INPUT DATA START

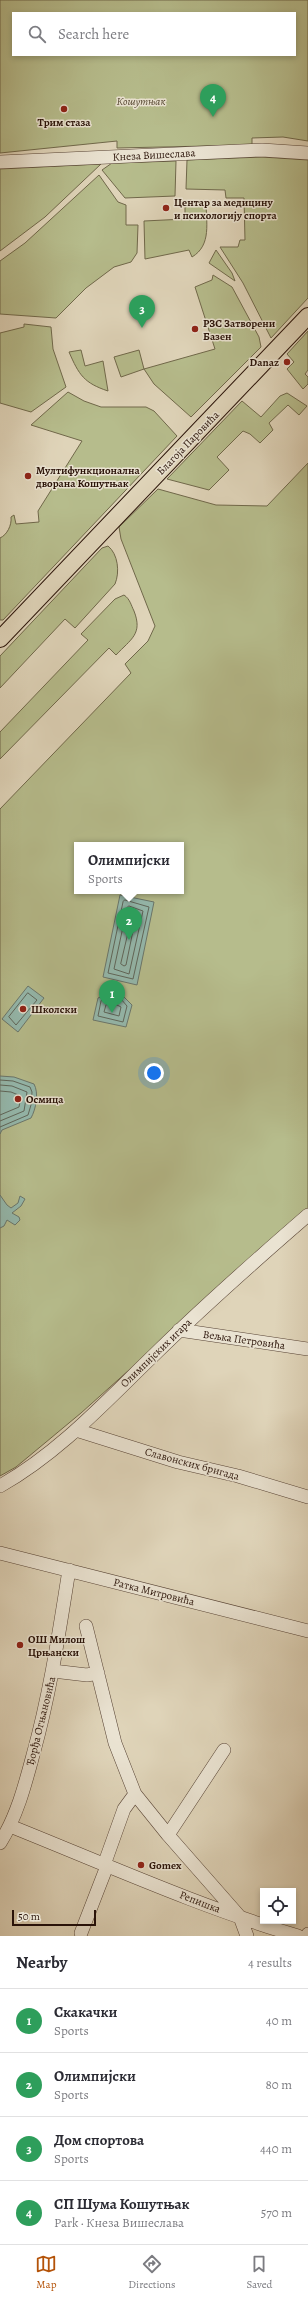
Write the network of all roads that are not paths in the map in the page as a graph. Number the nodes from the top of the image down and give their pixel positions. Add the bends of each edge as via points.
1 (308, 153) edge
2 (0, 162) edge
3 (308, 316) edge
4 (0, 639) edge
5 (308, 1215) edge
6 (179, 1330) junction
7 (308, 1349) edge
8 (76, 1430) junction
9 (0, 1486) edge
10 (308, 1497) edge
11 (0, 1552) edge
12 (69, 1570) junction
13 (86, 1626) dead end
14 (308, 1631) edge
15 (54, 1671) junction
16 (98, 1673) junction
17 (224, 1750) dead end
18 (135, 1794) junction
19 (10, 1826) junction
20 (168, 1835) junction
21 (0, 1843) edge
22 (106, 1865) junction
23 (240, 1917) junction
24 (81, 1933) dead end
25 (247, 1936) edge
26 (298, 1936) edge

1 - 2 street, Кнеза Вишеслава via 273,150
3 - 4 main road, Благоја Паровића
5 - 6 street, Олимпијских игара
6 - 7 street, Вељка Петровића
6 - 8 street, Олимпијских игара
8 - 9 street, Олимпијских игара via 29,1468
8 - 10 street, Славонских бригада via 178,1462 238,1476
11 - 12 street, Ратка Митровића
12 - 14 street, Ратка Митровића
12 - 15 street, Ђорђа Огњановића
13 - 16 street
15 - 16 street via 87,1675
15 - 19 street, Ђорђа Огњановића via 27,1780
16 - 18 street via 115,1743
17 - 20 street
18 - 20 street
18 - 22 street via 124,1809
19 - 21 street, Ђорђа Огњановића
19 - 22 street, Репишка
20 - 23 street
22 - 23 street, Репишка
22 - 24 street
23 - 25 street
23 - 26 street, Репишка

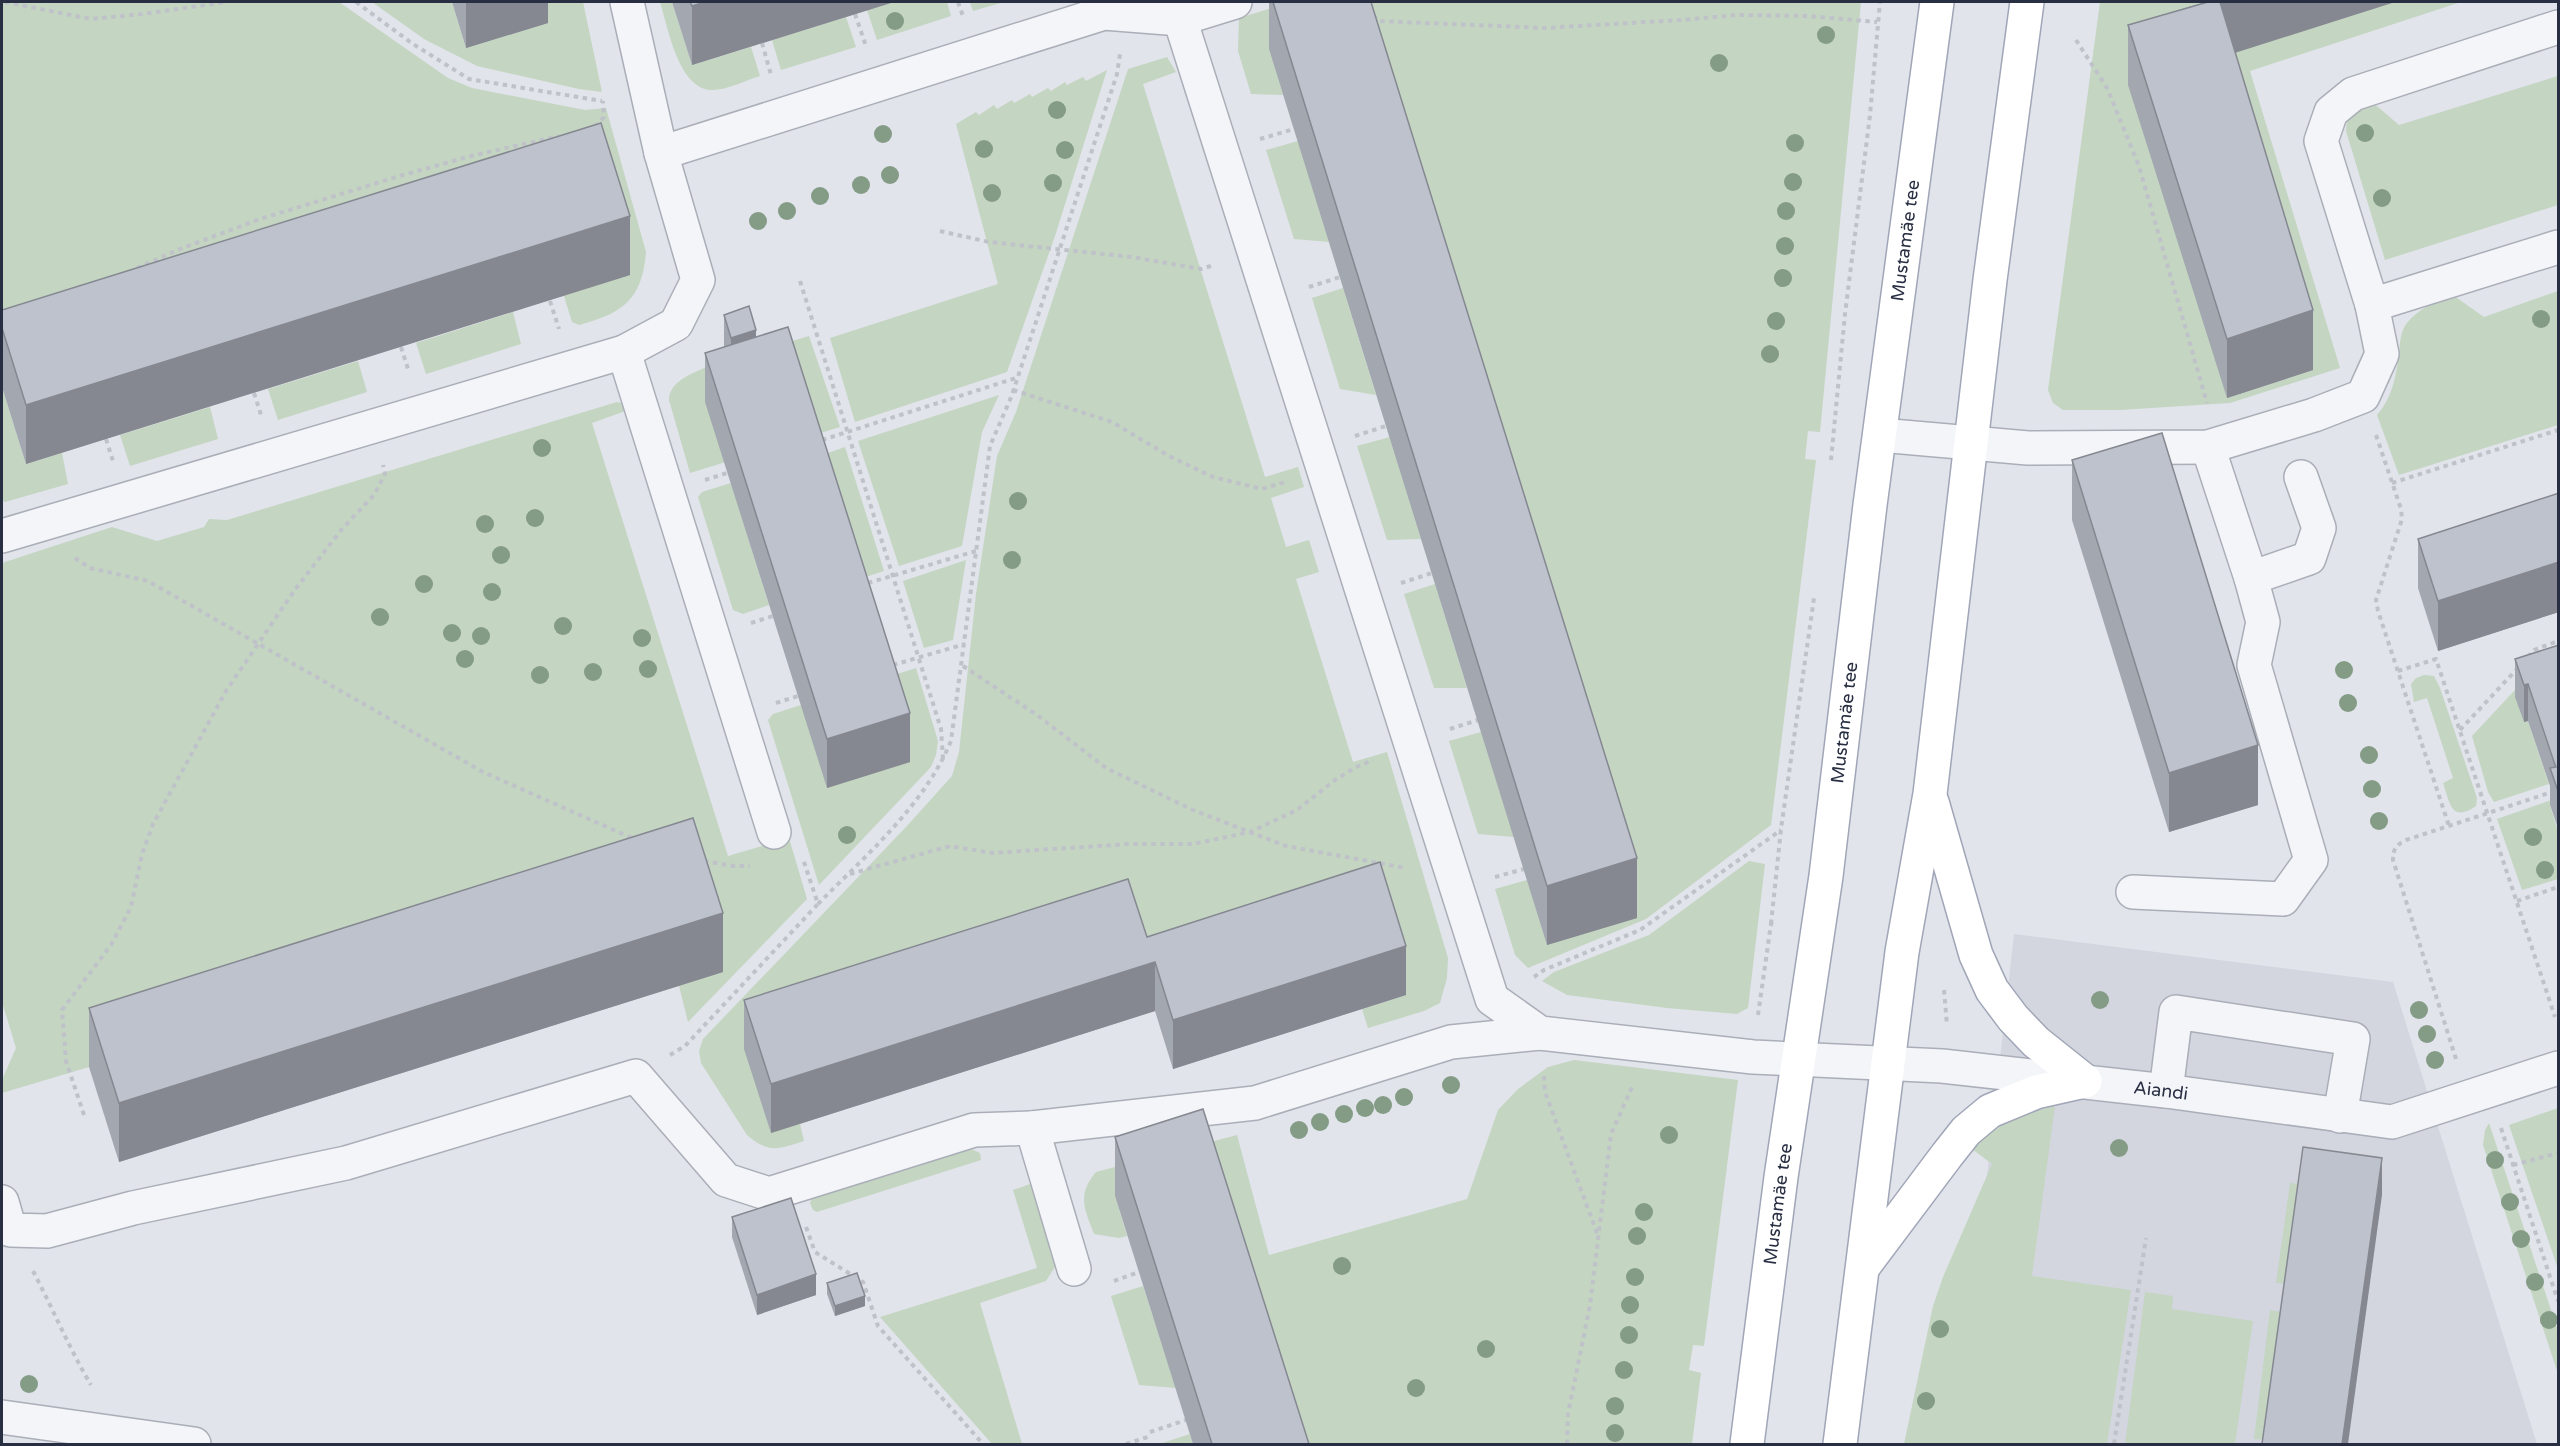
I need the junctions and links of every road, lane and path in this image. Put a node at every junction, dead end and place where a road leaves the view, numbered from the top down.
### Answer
1 (5, 2) edge
2 (227, 2) edge
3 (356, 2) edge
4 (627, 2) edge
5 (958, 2) edge
6 (1235, 2) edge
7 (1880, 2) edge
8 (1937, 2) edge
9 (2027, 2) edge
10 (855, 14) dead end
11 (1370, 14) edge
12 (1126, 15) junction
13 (964, 19) dead end
14 (1180, 19) junction
15 (1877, 22) junction
16 (2559, 27) edge
17 (2076, 40) dead end
18 (762, 43) dead end
19 (867, 49) dead end
20 (772, 78) dead end
21 (647, 92) junction
22 (603, 101) junction
23 (1294, 129) edge
24 (584, 130) edge
25 (565, 135) edge
26 (1258, 140) dead end
27 (661, 153) junction
28 (940, 231) dead end
29 (2559, 247) edge
30 (1058, 249) junction
31 (1254, 252) junction
32 (132, 271) edge
33 (1340, 277) edge
34 (800, 281) dead end
35 (1304, 289) dead end
36 (550, 301) edge
37 (2372, 306) junction
38 (561, 336) dead end
39 (401, 347) edge
40 (624, 352) junction
41 (1017, 378) junction
42 (412, 382) dead end
43 (1014, 390) junction
44 (254, 393) edge
45 (2363, 396) junction
46 (2210, 412) dead end
47 (375, 426) junction
48 (1386, 426) edge
49 (265, 427) dead end
50 (2559, 430) edge
51 (848, 431) junction
52 (1880, 435) junction
53 (1349, 437) dead end
54 (106, 439) edge
55 (822, 440) edge
56 (1971, 443) junction
57 (2208, 447) junction
58 (1831, 462) dead end
59 (114, 465) dead end
60 (1323, 471) junction
61 (2301, 477) dead end
62 (2392, 483) junction
63 (41, 524) junction
64 (2, 536) edge
65 (976, 551) junction
66 (1432, 573) edge
67 (894, 576) junction
68 (2251, 578) junction
69 (867, 583) edge
70 (1395, 585) dead end
71 (1816, 588) dead end
72 (2559, 641) edge
73 (965, 644) junction
74 (258, 645) junction
75 (919, 657) junction
76 (2526, 658) edge
77 (893, 665) edge
78 (963, 666) junction
79 (2519, 666) edge
80 (2398, 671) junction
81 (1478, 720) edge
82 (2460, 730) junction
83 (1440, 732) dead end
84 (1411, 746) junction
85 (943, 762) junction
86 (2552, 792) edge
87 (1930, 794) junction
88 (2488, 813) junction
89 (2449, 826) junction
90 (1781, 829) junction
91 (774, 832) joint
92 (1250, 832) junction
93 (644, 844) edge
94 (699, 860) edge
95 (804, 862) junction
96 (793, 863) dead end
97 (758, 865) dead end
98 (1450, 868) junction
99 (1524, 869) edge
100 (847, 874) junction
101 (1486, 879) dead end
102 (2559, 886) edge
103 (2133, 892) dead end
104 (2517, 901) junction
105 (818, 904) junction
106 (1771, 924) junction
107 (1780, 925) dead end
108 (1530, 980) dead end
109 (1944, 985) dead end
110 (2555, 1017) dead end
111 (1757, 1019) dead end
112 (1948, 1032) dead end
113 (1540, 1033) junction
114 (1651, 1046) junction
115 (1798, 1059) junction
116 (1887, 1064) junction
117 (2459, 1068) dead end
118 (2559, 1068) edge
119 (636, 1076) junction
120 (2085, 1081) junction
121 (2166, 1091) junction
122 (84, 1115) dead end
123 (2340, 1116) junction
124 (2498, 1118) dead end
125 (1032, 1128) junction
126 (2559, 1153) edge
127 (2513, 1165) junction
128 (794, 1186) junction
129 (4, 1229) edge
130 (1598, 1237) junction
131 (2146, 1238) dead end
132 (1862, 1268) junction
133 (1074, 1269) dead end
134 (1139, 1272) edge
135 (1112, 1281) dead end
136 (2559, 1302) edge
137 (91, 1385) dead end
138 (2, 1417) edge
139 (1186, 1420) edge
140 (194, 1444) edge
141 (983, 1444) edge
142 (1126, 1444) edge
143 (1567, 1444) edge
144 (1747, 1444) edge
145 (1840, 1444) edge
146 (2114, 1444) edge

1 - 2 path
3 - 22 path
4 - 21 street
5 - 13 path
6 - 14 street
7 - 15 path
8 - 52 main road, Mustamäe tee
9 - 56 main road
10 - 19 path
11 - 15 path
12 - 14 street
12 - 27 street
12 - 30 path
14 - 31 street
15 - 58 path
16 - 37 street
17 - 46 path
18 - 20 path
21 - 22 path
21 - 27 street
22 - 24 path
23 - 26 path
25 - 32 path
27 - 40 street
28 - 30 path
29 - 37 street
30 - 31 path
30 - 41 path
31 - 60 street
33 - 35 path
34 - 51 path
36 - 38 path
37 - 45 street
39 - 42 path
40 - 47 street
40 - 91 street
41 - 43 path
41 - 51 path
43 - 60 path
43 - 65 path
44 - 49 path
45 - 57 street
45 - 62 path
47 - 63 street
47 - 74 path
48 - 53 path
50 - 62 path
51 - 55 path
51 - 67 path
52 - 56 street
52 - 115 main road, Mustamäe tee
54 - 59 path
56 - 57 street
56 - 87 main road
57 - 68 street
60 - 84 street
61 - 68 street
62 - 80 path
63 - 64 street
63 - 74 path
65 - 67 path
65 - 73 path
66 - 70 path
67 - 69 path
67 - 75 path
68 - 103 street
71 - 90 path
72 - 76 path
73 - 75 path
73 - 78 path
74 - 93 path
74 - 122 path
75 - 77 path
75 - 85 path
78 - 85 path
78 - 92 path
79 - 82 path
80 - 82 path
80 - 89 path
81 - 83 path
82 - 88 path
84 - 92 path
84 - 98 street
85 - 100 path
86 - 88 path
87 - 116 main road
87 - 120 main road
88 - 89 path
88 - 104 path
89 - 117 path
90 - 106 path
90 - 108 path
91 - 95 path
92 - 98 path
92 - 100 path
94 - 97 path
95 - 96 path
95 - 105 path
98 - 113 street
99 - 101 path
100 - 105 path
102 - 104 path
104 - 110 path
105 - 119 path
106 - 107 path
106 - 111 path
109 - 112 path
113 - 114 street, Aiandi
113 - 125 street, Aiandi
113 - 130 path
114 - 115 street, Aiandi
114 - 130 path
115 - 116 street, Aiandi
115 - 144 main road, Mustamäe tee
116 - 120 street, Aiandi
116 - 132 main road
118 - 123 street, Aiandi
119 - 128 street, Aiandi
119 - 129 street
120 - 121 street, Aiandi
120 - 132 main road
121 - 123 street, Aiandi
121 - 123 street
124 - 127 path
125 - 128 street, Aiandi
125 - 133 street
126 - 127 path
127 - 136 path
128 - 141 path
129 - 137 path
130 - 143 path
131 - 146 path
132 - 145 main road
134 - 135 path
138 - 140 street
139 - 142 path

INPUT DATA END

WHAT YOU NEED TO DO
Lines in the listing above that hold the string "Mustamäe" need counting. Please reply with the total only.

TASK ANSWER
3